Abstract

One of the significant tasks in remaining useful life (RUL) prediction is to find a good health indicator (HI) that can effectively represent the degradation process of a system. However, it is difficult for traditional data-driven methods to construct accurate HIs due to their incomprehensive consideration of temporal dependencies within the monitoring data, especially for aeroengines working under nonstationary operating conditions (OCs). Aiming at this problem, this article develops a novel unsupervised deep neural network, the so-called times series memory auto-encoder with sequentially updated reconstructions (SUR-TSMAE) to improve the accuracy of extracted HIs, which directly takes the multidimensional time series as input to simultaneously achieve feature extraction from both feature-dimension and time-dimension.

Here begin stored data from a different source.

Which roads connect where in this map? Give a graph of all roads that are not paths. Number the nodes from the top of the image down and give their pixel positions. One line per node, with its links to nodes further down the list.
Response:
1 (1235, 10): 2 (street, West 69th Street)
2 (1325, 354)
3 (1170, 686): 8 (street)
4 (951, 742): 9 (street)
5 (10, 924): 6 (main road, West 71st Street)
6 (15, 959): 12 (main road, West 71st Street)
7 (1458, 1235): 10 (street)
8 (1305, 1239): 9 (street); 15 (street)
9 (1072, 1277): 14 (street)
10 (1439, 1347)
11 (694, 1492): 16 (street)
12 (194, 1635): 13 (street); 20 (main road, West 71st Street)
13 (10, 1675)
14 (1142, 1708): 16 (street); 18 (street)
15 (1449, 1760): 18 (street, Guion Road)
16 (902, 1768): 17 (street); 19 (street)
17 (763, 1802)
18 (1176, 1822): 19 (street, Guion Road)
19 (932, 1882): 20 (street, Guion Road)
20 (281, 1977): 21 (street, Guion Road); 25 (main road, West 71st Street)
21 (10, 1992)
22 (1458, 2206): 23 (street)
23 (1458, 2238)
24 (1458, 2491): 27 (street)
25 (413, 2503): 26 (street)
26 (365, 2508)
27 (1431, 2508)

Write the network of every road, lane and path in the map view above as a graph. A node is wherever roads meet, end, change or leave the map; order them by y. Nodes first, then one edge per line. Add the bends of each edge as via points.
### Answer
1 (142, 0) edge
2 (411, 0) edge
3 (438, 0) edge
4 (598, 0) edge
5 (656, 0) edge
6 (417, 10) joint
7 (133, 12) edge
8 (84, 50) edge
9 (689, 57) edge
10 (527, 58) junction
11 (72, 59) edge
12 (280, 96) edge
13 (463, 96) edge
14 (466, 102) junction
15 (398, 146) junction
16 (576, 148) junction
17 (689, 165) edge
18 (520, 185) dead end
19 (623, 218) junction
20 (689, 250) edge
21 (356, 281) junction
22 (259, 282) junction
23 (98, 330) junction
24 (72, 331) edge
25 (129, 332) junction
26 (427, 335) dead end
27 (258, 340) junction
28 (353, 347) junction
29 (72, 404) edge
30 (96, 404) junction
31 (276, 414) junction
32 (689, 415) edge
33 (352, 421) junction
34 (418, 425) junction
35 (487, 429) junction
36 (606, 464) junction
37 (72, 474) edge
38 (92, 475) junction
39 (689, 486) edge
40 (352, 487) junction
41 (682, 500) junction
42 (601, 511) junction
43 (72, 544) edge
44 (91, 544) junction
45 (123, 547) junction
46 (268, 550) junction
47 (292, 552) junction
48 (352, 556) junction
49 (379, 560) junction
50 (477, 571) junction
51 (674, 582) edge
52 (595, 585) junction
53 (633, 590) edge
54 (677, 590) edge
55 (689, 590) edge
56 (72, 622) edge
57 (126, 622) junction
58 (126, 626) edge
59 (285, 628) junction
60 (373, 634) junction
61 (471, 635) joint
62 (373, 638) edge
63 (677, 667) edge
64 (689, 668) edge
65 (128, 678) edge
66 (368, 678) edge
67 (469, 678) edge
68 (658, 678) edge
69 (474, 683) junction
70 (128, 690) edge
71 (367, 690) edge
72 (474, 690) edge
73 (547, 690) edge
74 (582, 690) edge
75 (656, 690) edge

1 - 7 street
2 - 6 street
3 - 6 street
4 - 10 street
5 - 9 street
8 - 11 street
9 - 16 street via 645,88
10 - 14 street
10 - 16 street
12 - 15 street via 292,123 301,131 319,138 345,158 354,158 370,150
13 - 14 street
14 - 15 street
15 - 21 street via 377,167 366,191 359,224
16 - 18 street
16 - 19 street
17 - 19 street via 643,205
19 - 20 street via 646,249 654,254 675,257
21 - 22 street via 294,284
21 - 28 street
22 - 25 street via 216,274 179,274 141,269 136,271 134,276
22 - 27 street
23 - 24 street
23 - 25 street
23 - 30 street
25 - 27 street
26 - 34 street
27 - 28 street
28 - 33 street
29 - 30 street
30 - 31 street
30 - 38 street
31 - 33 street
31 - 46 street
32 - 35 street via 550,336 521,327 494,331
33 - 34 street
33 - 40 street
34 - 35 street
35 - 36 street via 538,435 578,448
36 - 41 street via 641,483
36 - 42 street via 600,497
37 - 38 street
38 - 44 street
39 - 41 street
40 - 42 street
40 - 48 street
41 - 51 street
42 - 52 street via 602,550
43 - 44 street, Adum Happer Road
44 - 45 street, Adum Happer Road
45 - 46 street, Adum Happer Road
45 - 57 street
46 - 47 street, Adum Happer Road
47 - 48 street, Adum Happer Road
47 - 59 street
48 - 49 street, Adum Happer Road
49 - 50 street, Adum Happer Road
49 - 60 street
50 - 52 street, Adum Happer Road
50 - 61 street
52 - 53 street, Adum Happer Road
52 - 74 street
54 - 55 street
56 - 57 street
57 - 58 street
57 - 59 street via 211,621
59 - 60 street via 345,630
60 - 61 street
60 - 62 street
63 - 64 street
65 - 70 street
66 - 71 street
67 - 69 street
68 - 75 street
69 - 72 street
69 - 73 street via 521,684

Further, to make full use of the temporal dependencies, a novel long-short time memory with sequentially updated reconstructions (SUR-LSTM), which uses the errors not only from the current memory cell but also from subsequent memory cells to update the output layer's weight of the current memory cell, is developed to act as the reconstructed layer in the SUR-TSMAE. The use of SUR-LSTM can help the SUR-TSMAE rapidly reconstruct the input time series with higher precision. Experimental results on a public dataset demonstrate the outstanding performance of SUR-TSMAE in comparison with some existing methods.